# Data
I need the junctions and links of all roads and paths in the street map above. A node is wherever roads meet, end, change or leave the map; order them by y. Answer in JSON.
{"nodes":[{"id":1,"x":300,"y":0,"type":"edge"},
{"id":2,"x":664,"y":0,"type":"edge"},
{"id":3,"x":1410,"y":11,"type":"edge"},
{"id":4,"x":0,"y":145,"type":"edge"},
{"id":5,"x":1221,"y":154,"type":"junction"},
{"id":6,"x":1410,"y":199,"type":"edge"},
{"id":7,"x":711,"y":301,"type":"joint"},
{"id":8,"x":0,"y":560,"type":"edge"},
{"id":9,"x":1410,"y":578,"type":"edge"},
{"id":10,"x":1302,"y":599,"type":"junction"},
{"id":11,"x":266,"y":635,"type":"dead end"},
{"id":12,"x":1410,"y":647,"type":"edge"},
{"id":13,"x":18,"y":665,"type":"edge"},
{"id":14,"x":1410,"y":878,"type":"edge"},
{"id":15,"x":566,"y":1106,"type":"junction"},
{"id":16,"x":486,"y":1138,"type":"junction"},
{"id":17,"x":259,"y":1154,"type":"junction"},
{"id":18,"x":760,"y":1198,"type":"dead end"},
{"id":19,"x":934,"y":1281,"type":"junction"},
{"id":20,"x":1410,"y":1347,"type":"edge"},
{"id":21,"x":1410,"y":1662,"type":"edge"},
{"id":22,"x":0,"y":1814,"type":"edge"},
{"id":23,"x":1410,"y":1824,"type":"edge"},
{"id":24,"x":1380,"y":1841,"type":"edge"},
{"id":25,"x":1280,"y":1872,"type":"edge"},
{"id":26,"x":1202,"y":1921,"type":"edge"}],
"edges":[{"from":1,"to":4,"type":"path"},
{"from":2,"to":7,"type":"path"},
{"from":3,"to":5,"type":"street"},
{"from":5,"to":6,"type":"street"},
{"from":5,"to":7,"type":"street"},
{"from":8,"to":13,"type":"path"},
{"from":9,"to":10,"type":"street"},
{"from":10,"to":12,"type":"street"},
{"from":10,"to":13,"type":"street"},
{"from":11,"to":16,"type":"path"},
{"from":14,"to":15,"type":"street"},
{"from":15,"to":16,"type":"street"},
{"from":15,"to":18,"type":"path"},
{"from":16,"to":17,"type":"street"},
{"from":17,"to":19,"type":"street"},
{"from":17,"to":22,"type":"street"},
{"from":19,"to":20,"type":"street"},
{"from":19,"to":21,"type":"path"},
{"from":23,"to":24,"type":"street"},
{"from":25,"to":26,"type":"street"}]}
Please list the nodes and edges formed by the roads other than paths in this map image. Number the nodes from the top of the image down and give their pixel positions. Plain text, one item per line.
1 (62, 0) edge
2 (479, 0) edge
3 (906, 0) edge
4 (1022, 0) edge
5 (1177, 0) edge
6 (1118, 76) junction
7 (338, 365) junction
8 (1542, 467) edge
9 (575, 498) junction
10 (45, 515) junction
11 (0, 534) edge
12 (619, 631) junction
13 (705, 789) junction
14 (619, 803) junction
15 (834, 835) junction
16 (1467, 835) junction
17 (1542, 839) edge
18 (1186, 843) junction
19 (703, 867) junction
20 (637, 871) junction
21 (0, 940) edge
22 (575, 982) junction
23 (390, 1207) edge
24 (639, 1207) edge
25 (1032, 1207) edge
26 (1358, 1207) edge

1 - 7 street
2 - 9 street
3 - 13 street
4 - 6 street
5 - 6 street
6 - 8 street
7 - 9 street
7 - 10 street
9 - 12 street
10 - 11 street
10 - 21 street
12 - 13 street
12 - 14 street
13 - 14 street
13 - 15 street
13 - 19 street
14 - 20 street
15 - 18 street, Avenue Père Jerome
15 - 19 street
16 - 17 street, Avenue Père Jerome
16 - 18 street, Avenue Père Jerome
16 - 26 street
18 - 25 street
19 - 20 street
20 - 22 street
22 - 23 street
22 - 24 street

# Task statement
Exact reproduction of the entire listing is required.

# The completed task
I need the junctions and links of all roads and paths in the street map above. A node is wherever roads meet, end, change or leave the map; order them by y. Answer in JSON.
{"nodes":[{"id":1,"x":300,"y":0,"type":"edge"},
{"id":2,"x":664,"y":0,"type":"edge"},
{"id":3,"x":1410,"y":11,"type":"edge"},
{"id":4,"x":0,"y":145,"type":"edge"},
{"id":5,"x":1221,"y":154,"type":"junction"},
{"id":6,"x":1410,"y":199,"type":"edge"},
{"id":7,"x":711,"y":301,"type":"joint"},
{"id":8,"x":0,"y":560,"type":"edge"},
{"id":9,"x":1410,"y":578,"type":"edge"},
{"id":10,"x":1302,"y":599,"type":"junction"},
{"id":11,"x":266,"y":635,"type":"dead end"},
{"id":12,"x":1410,"y":647,"type":"edge"},
{"id":13,"x":18,"y":665,"type":"edge"},
{"id":14,"x":1410,"y":878,"type":"edge"},
{"id":15,"x":566,"y":1106,"type":"junction"},
{"id":16,"x":486,"y":1138,"type":"junction"},
{"id":17,"x":259,"y":1154,"type":"junction"},
{"id":18,"x":760,"y":1198,"type":"dead end"},
{"id":19,"x":934,"y":1281,"type":"junction"},
{"id":20,"x":1410,"y":1347,"type":"edge"},
{"id":21,"x":1410,"y":1662,"type":"edge"},
{"id":22,"x":0,"y":1814,"type":"edge"},
{"id":23,"x":1410,"y":1824,"type":"edge"},
{"id":24,"x":1380,"y":1841,"type":"edge"},
{"id":25,"x":1280,"y":1872,"type":"edge"},
{"id":26,"x":1202,"y":1921,"type":"edge"}],
"edges":[{"from":1,"to":4,"type":"path"},
{"from":2,"to":7,"type":"path"},
{"from":3,"to":5,"type":"street"},
{"from":5,"to":6,"type":"street"},
{"from":5,"to":7,"type":"street"},
{"from":8,"to":13,"type":"path"},
{"from":9,"to":10,"type":"street"},
{"from":10,"to":12,"type":"street"},
{"from":10,"to":13,"type":"street"},
{"from":11,"to":16,"type":"path"},
{"from":14,"to":15,"type":"street"},
{"from":15,"to":16,"type":"street"},
{"from":15,"to":18,"type":"path"},
{"from":16,"to":17,"type":"street"},
{"from":17,"to":19,"type":"street"},
{"from":17,"to":22,"type":"street"},
{"from":19,"to":20,"type":"street"},
{"from":19,"to":21,"type":"path"},
{"from":23,"to":24,"type":"street"},
{"from":25,"to":26,"type":"street"}]}
Please list the nodes and edges formed by the roads other than paths in this map image. Number the nodes from the top of the image down and give their pixel positions. Plain text, one item per line.
1 (62, 0) edge
2 (479, 0) edge
3 (906, 0) edge
4 (1022, 0) edge
5 (1177, 0) edge
6 (1118, 76) junction
7 (338, 365) junction
8 (1542, 467) edge
9 (575, 498) junction
10 (45, 515) junction
11 (0, 534) edge
12 (619, 631) junction
13 (705, 789) junction
14 (619, 803) junction
15 (834, 835) junction
16 (1467, 835) junction
17 (1542, 839) edge
18 (1186, 843) junction
19 (703, 867) junction
20 (637, 871) junction
21 (0, 940) edge
22 (575, 982) junction
23 (390, 1207) edge
24 (639, 1207) edge
25 (1032, 1207) edge
26 (1358, 1207) edge

1 - 7 street
2 - 9 street
3 - 13 street
4 - 6 street
5 - 6 street
6 - 8 street
7 - 9 street
7 - 10 street
9 - 12 street
10 - 11 street
10 - 21 street
12 - 13 street
12 - 14 street
13 - 14 street
13 - 15 street
13 - 19 street
14 - 20 street
15 - 18 street, Avenue Père Jerome
15 - 19 street
16 - 17 street, Avenue Père Jerome
16 - 18 street, Avenue Père Jerome
16 - 26 street
18 - 25 street
19 - 20 street
20 - 22 street
22 - 23 street
22 - 24 street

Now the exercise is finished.